I have refused to follow the orders to lie about what really happened during that criminal investigation at Rocky Flats Nuclear Weapons Plant. Instead, I have told the author of this book the truth. Her promise to me, if I told her what really happened, was that she would put it in a book to tell Congress and the American people.
Some dangerous decisions are now being made based on that government cover-up. Please read this book. I believe you know what needs to happen. [86]
However, a former EPA employee and Jon Lipsky's partner disputes these claims: "Jon kind of went off the deep end," and "He started seeing conspiracy theories in everything." [87]
Rockwell International was replaced by EG&G as primary contractor for the Rocky Flats plant. [88] EG&G began an aggressive work safety and cleanup plan for the site that included construction of a system to remove contamination from the groundwater of the site. The Sierra Club vs. Rockwell case was decided in favor of the Sierra Club. The ruling directed Rocky Flats to manage plutonium residues as hazardous waste.[ citation needed ]

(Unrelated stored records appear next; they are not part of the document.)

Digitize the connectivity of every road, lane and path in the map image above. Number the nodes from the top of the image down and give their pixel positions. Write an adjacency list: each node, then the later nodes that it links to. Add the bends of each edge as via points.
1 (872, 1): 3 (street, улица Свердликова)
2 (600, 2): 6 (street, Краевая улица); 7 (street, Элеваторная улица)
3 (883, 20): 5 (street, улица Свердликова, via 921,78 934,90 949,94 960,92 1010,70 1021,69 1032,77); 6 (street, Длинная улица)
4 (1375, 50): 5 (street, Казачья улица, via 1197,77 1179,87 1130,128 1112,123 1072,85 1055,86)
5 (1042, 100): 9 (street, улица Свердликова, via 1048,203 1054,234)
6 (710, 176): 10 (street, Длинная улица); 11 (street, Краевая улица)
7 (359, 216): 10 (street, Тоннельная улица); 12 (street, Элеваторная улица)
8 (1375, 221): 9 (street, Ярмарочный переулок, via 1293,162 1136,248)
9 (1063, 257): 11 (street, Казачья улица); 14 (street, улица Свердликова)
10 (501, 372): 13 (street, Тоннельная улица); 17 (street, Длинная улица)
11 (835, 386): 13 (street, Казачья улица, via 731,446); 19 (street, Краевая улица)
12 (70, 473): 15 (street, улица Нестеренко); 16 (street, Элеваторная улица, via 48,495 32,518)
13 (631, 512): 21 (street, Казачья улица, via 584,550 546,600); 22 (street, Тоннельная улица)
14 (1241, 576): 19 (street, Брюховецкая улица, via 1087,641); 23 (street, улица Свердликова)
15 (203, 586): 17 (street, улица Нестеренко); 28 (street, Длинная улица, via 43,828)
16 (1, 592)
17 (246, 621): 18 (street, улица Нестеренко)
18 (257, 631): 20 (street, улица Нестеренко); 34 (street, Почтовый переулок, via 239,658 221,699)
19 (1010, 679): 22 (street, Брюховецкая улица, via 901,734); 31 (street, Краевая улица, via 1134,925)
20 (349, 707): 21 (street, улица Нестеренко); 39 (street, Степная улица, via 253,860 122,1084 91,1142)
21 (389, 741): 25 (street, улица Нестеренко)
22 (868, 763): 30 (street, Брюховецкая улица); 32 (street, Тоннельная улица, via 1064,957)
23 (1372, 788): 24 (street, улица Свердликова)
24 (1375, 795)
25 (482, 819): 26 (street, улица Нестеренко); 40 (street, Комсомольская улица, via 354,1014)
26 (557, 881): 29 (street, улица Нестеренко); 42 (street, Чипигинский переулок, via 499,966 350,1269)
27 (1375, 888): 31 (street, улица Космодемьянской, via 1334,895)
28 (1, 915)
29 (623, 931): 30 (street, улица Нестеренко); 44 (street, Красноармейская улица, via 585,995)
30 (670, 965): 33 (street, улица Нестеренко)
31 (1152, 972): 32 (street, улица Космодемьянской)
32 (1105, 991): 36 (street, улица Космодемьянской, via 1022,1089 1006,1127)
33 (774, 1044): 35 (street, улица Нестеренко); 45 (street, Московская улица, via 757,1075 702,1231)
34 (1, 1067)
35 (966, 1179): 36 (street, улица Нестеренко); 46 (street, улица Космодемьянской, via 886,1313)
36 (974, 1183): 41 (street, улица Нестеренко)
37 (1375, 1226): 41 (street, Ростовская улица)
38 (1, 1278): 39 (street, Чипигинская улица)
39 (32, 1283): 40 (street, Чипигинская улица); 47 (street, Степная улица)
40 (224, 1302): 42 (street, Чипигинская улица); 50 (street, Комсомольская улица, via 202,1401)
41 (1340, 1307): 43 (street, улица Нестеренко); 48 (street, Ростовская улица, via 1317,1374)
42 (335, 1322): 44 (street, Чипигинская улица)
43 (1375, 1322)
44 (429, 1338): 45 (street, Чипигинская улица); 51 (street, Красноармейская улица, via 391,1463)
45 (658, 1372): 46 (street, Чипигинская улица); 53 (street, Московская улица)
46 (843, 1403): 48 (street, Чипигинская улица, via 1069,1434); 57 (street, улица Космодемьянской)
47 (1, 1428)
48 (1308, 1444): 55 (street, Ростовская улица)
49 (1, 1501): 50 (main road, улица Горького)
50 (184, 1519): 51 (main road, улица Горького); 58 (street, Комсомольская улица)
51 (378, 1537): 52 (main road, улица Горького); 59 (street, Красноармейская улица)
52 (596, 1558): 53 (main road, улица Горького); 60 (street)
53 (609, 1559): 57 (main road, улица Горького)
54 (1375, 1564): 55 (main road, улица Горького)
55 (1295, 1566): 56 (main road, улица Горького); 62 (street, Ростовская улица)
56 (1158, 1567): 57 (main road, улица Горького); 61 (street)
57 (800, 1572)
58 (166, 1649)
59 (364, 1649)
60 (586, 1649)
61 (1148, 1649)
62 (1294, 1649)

In 1991, an interagency agreement between DOE, the Colorado Department of Health, and the EPA outlined multiyear schedules for environmental restoration studies and remediation activities. DOE released a report that advocated downsizing the plant's production into a more streamlined facility. Due to the fall of the Soviet Union, production of most of the systems at Rocky Flats was no longer needed, leaving only the W88 warhead primary stages.[ citation needed ]
In 1992, due to an order by President G. H. W. Bush, production of submarine-based missiles using the W88 trigger was discontinued, leading to the layoff of 4,500 employees at the plant; 4,000 others were retained for long-term cleanup of the facility. The Rocky Flats Plant Transition Plan outlined the environmental restoration process. The DOE announced that 61 pounds (28 kg) of plutonium lined the exhaust ductwork in six buildings on the site.[ citation needed ]
Starting in 1993, weapons-grade plutonium began to be shipped to the Oak Ridge National Laboratory, Los Alamos National Laboratory, and the Savannah River Site.[ citation needed ]
In 1994 the site was renamed the Rocky Flats Environmental Technology Site, reflecting the changed nature of the site from weapon production to environmental cleanup and restoration. The cleanup effort was contracted to the Kaiser-Hill Company, which proposed the release of 4,100 acres (6.4 sq mi; 16.6 km2) of the buffer zone for public access.[ citation needed ]
In 1998, the Colorado Department of Public Health and Environment's Cancer Registry conducted an independent study of cancer rates in areas around the Rocky Flats Site. Data showed no pattern of increased cancers tied to Rocky Flats. [89]
Throughout the remainder of the 1990s and into the 2000s, cleanup of contaminated sites and dismantling of contaminated buildings continued with the waste materials being shipped to the Nevada Test Site, the Waste Isolation Pilot Plant in New Mexico, and the Envirocare company facility in Utah, [10] which is now EnergySolutions.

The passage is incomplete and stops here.